With transaction volumes in the residential sector being affected over the short term, it may be an opportune time to invest. “In the current scenario, where transaction volumes are less, developers value cheque deals and are ready to give attractive investment plans and discounts. Moreover, home loan rates are already in single digits and there is a high probability that it may further reduce. Other investment avenues, such as fixed deposits and gold, have become unattractive due to lower returns,” points out Surabhi Arora, senior associate director – research, Colliers International.
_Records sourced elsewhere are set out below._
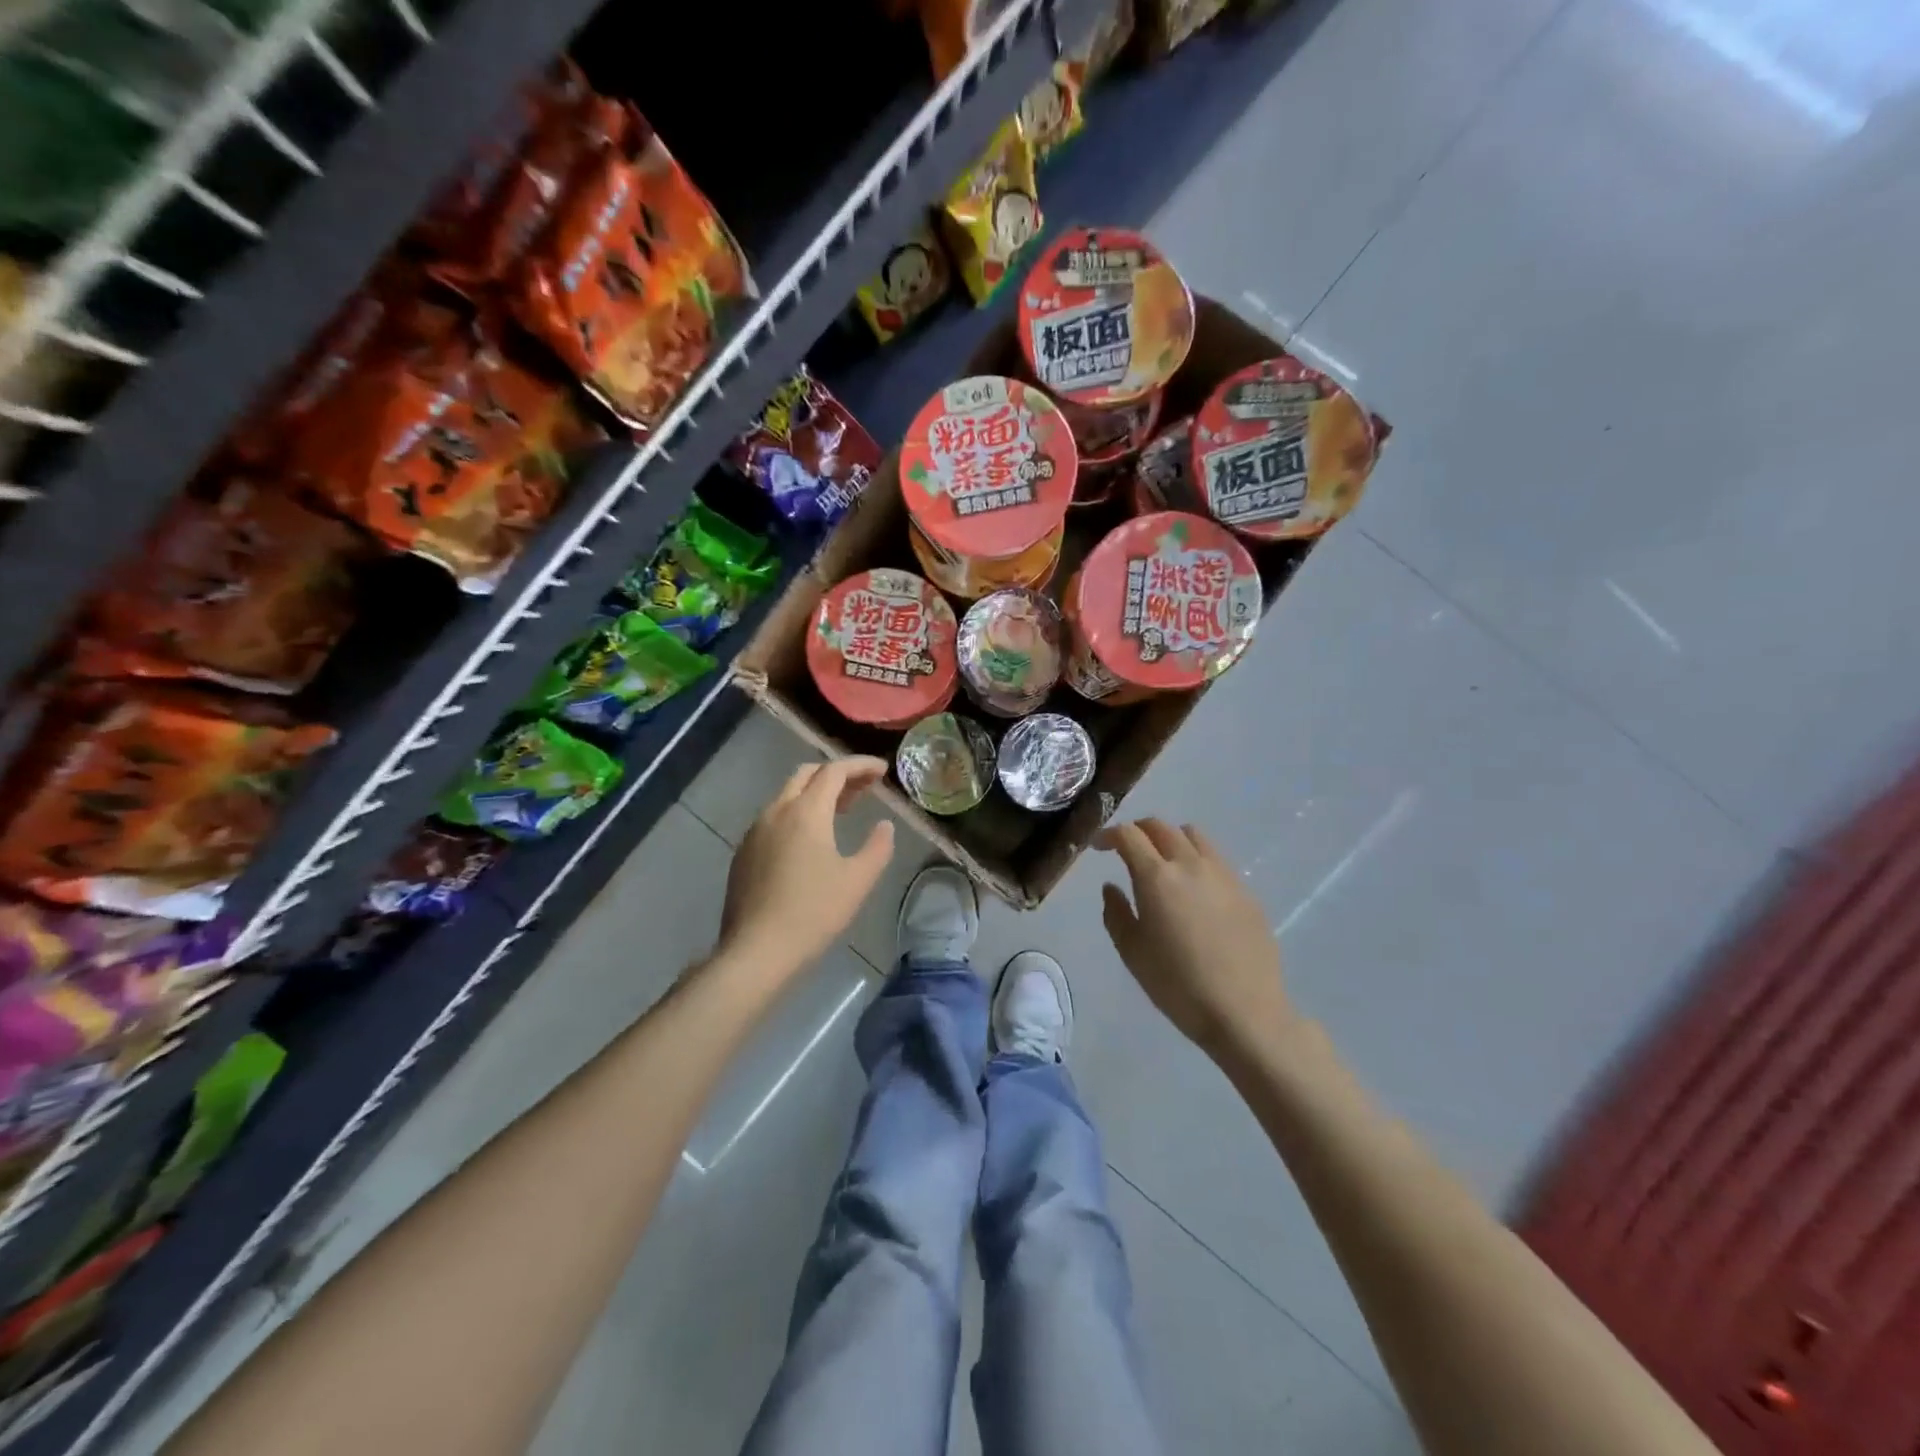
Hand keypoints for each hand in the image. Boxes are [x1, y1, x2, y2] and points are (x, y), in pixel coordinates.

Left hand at [717, 757, 895, 981]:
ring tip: (841, 811)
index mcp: (805, 812)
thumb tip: (884, 826)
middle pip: (806, 775)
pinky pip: (774, 818)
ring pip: (787, 796)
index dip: (860, 765)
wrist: (756, 951)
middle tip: (863, 789)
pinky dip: (797, 814)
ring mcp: (755, 832)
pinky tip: (810, 841)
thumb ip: (877, 847)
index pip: (834, 771)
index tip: (882, 771)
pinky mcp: (744, 853)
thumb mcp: (858, 881)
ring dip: (816, 794)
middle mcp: (776, 812)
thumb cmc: (813, 913)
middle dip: (837, 774)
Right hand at [1097, 819, 1297, 1062]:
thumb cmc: (1178, 986)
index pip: (1129, 835)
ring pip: (1193, 836)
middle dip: (1139, 830)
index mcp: (1157, 877)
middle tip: (1127, 849)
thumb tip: (1112, 887)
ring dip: (1171, 839)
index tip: (1099, 847)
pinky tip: (1195, 890)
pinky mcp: (1246, 891)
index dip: (1109, 834)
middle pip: (1161, 827)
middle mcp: (1190, 864)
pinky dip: (1197, 859)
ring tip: (1164, 863)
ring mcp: (1223, 875)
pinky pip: (1216, 859)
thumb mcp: (1132, 953)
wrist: (1245, 1012)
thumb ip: (1116, 913)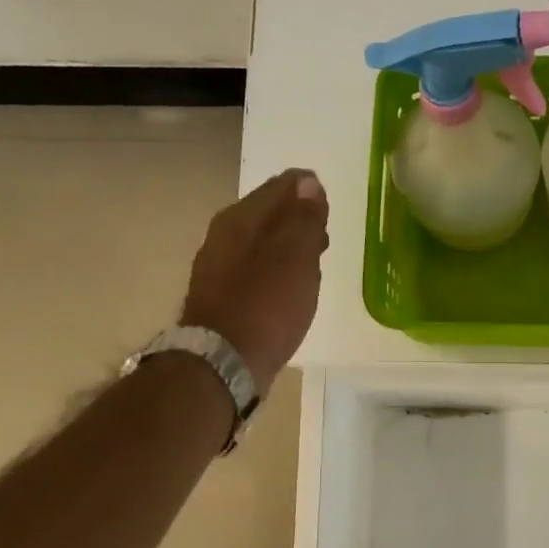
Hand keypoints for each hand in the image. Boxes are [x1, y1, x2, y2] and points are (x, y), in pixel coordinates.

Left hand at [181, 169, 329, 394]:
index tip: (328, 203)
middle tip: (324, 230)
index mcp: (240, 220)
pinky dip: (277, 271)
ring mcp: (220, 270)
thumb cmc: (265, 306)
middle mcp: (224, 238)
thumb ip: (303, 219)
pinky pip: (257, 271)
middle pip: (268, 215)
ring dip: (288, 246)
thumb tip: (309, 184)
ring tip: (314, 260)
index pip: (279, 188)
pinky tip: (290, 289)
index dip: (307, 190)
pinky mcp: (224, 299)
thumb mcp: (294, 258)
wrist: (224, 363)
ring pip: (263, 244)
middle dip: (297, 217)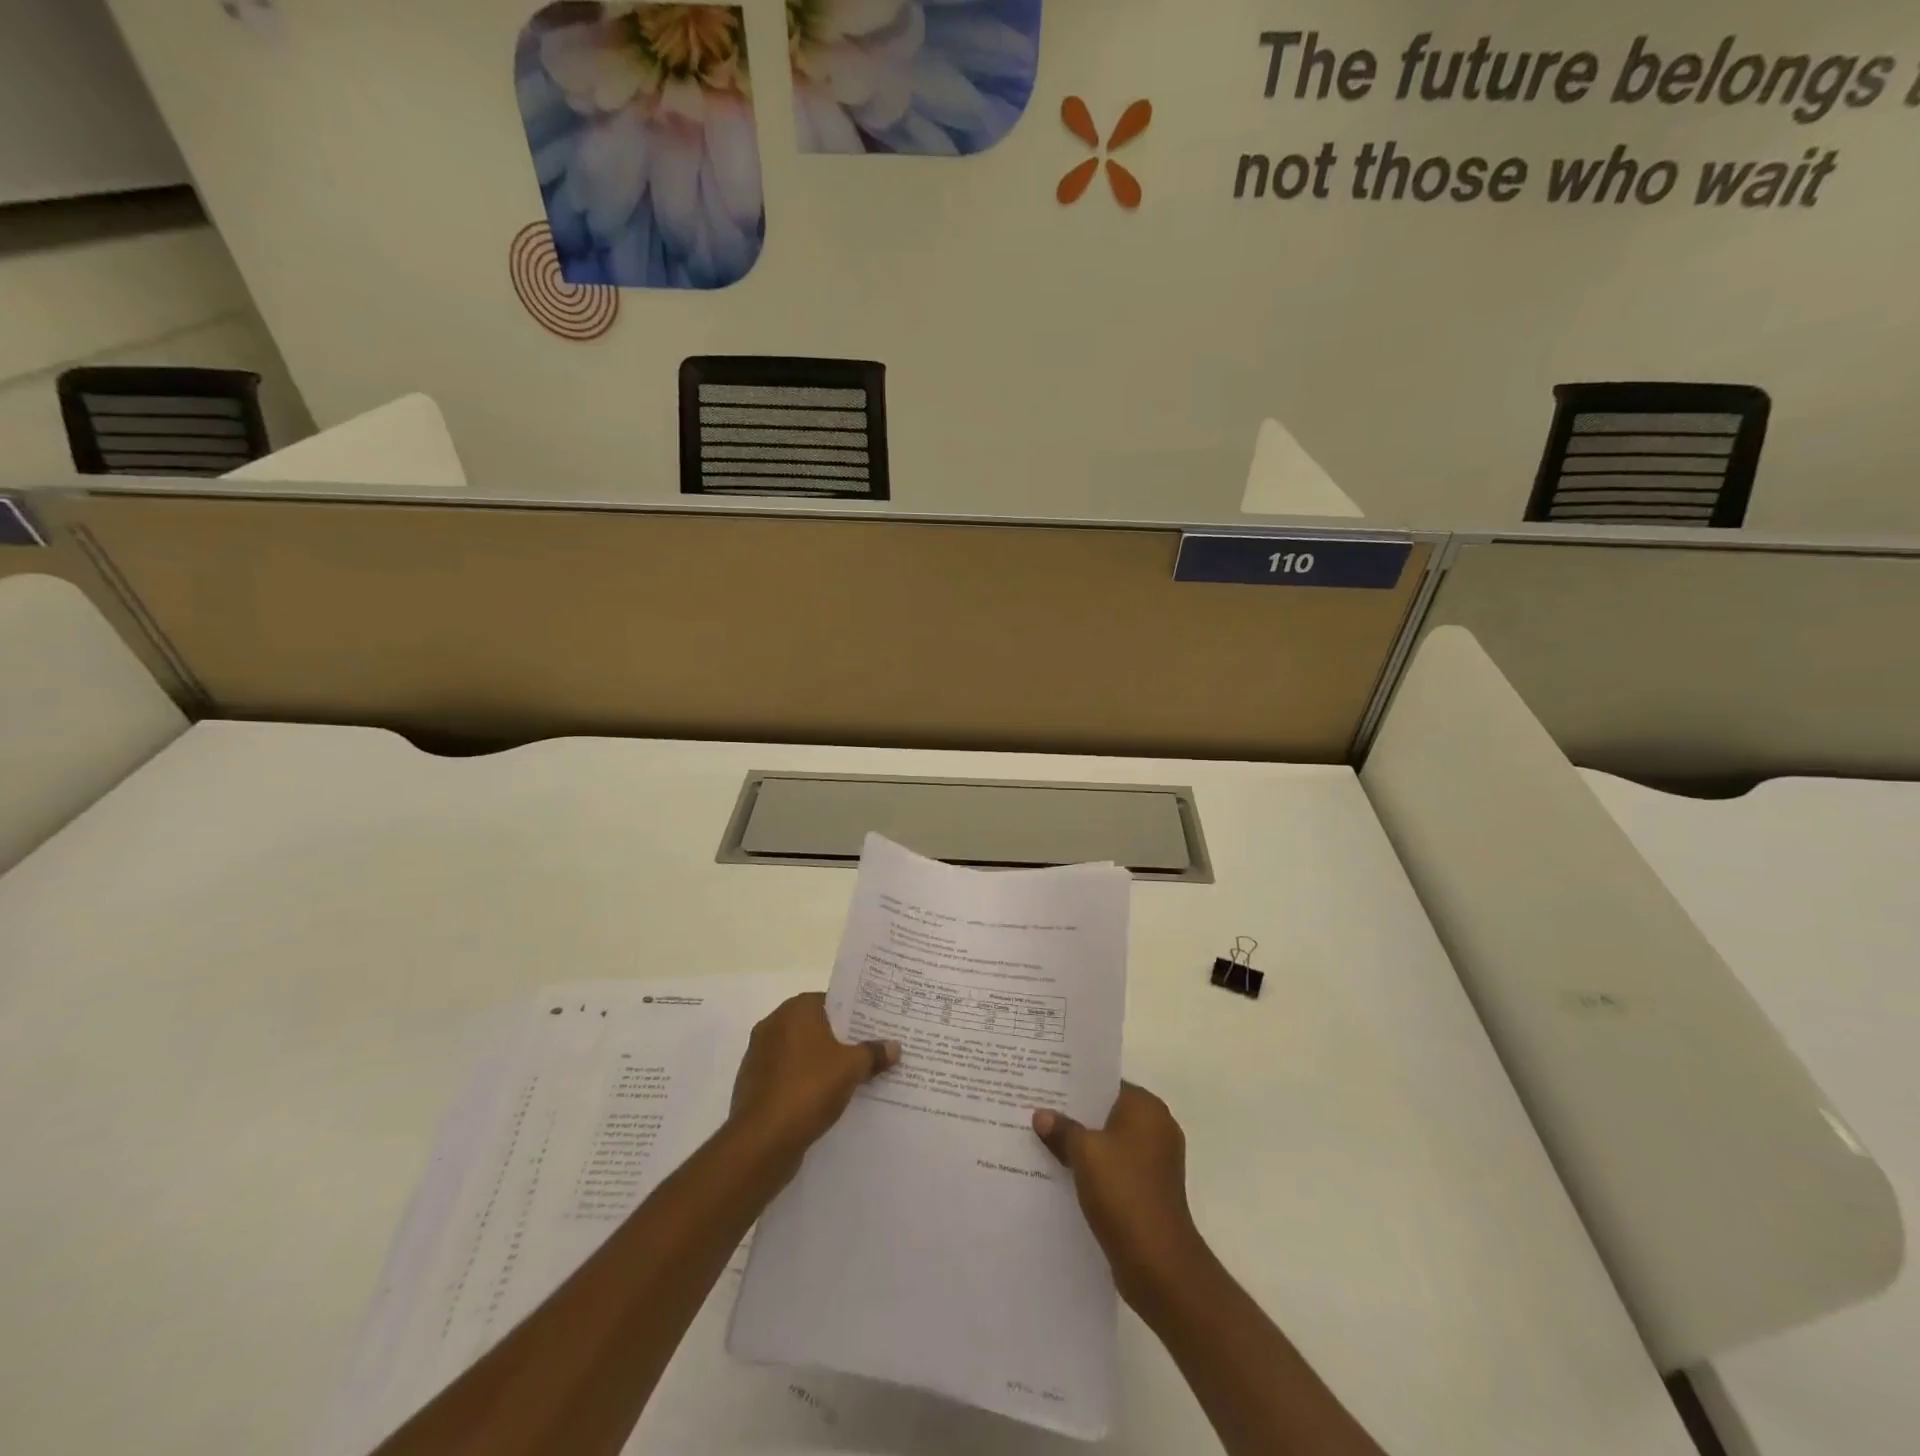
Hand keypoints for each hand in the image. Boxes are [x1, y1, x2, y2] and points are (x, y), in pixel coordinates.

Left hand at [730, 993, 898, 1162]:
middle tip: (871, 1051)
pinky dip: (806, 1083)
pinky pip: (789, 1076)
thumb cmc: (808, 1089)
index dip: (855, 1014)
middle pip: (817, 1027)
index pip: (831, 1001)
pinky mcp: (755, 1086)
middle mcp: (773, 1026)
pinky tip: (827, 1100)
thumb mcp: (851, 1068)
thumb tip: (894, 1046)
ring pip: (802, 1054)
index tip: (875, 1026)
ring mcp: (760, 1056)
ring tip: (854, 1077)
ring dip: (823, 1064)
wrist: (761, 1142)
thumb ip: (873, 1053)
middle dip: (842, 1040)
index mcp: (794, 1011)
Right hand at [1033, 1082, 1207, 1307]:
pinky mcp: (1149, 1189)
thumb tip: (1041, 1115)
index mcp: (1147, 1108)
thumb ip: (1062, 1129)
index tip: (1045, 1084)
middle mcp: (1156, 1127)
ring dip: (1082, 1144)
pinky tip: (1062, 1172)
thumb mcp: (1085, 1153)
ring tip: (1043, 1140)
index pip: (1106, 1083)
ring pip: (1109, 1141)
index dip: (1075, 1084)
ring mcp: (1155, 1161)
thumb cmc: (1124, 1192)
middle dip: (1075, 1115)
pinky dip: (1093, 1168)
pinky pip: (1114, 1166)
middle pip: (1107, 1112)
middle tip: (1036, 1110)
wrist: (1159, 1264)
Impact of recent policy changes
Demonetisation is likely to bring greater transparency in the organised sector and shall be a blow to the unorganised sector. The implementation of the Real Estate (Regulation and Development) Act (RERA), which aims to protect consumers’ rights and impose higher penalties for delays and defaults, will improve accountability of real estate developers. The reduction in home loan interest rates, also augurs well for home buyers. “Affordable housing will receive a fillip, with measures like the RERA and the Akarma Sakrama (the Karnataka government’s scheme for owners of flats and plots to pay a penalty and have their buildings regularised). Such measures will lead to more clarity in the business and good products will see an increase in price points over a period. Hence, buyers should invest now to get the best deals, as sentiments are a little low at present,” maintains Zahed Mahmood, director of Silver Line Realty Pvt Ltd.
What type of property should buyers opt for?
“Smaller configurations in rapidly-developing urban suburbs, always have high demand from the rental perspective and they are easy to exit. Thus, they make a better bet for investment, especially if one is a small investor. Investing in plots may yield a higher return in the long term, but they have their inherent risks as well,” says Arora.
Both, commercial and residential real estate, have their own merits and demerits. “While residential real estate gives definite appreciation, commercial real estate is for those who can take risks and have substantial capital. Depending on the appetite and the objective of investment, one can look at the two segments.
As the market is now likely to be more end-user-driven, instead of investor-driven, there will be a surge in demand for ready-to-move-in properties. In terms of projects one should look at developers who have a good track record of completing their projects. Projects nearing completion or those that are part of a major infrastructure project, are a good bet,” advises Gupta.
This is the right time to invest, for those planning to invest in projects by reputed builders who use formal and legal channels of financing, agrees Ashwinder Raj Singh, CEO – residential services, JLL India.
“Many developers will be looking to achieve better liquidity for their future projects, making the first 1-2 months of 2017 an ideal period for buyers to negotiate favourable terms. The expected implementation of RERA by mid-2017, will bring a lot of compliance-related cost escalations for developers, forcing them to raise prices, even if they do not wish to,” he elaborates.
“One should always consider the budget and look for the right kind of property. Real estate will always remain the best asset to buy and invest. The only problem is that real estate is not as liquid as other asset classes such as gold. One needs time and patience to buy or sell real estate,” concludes Gupta.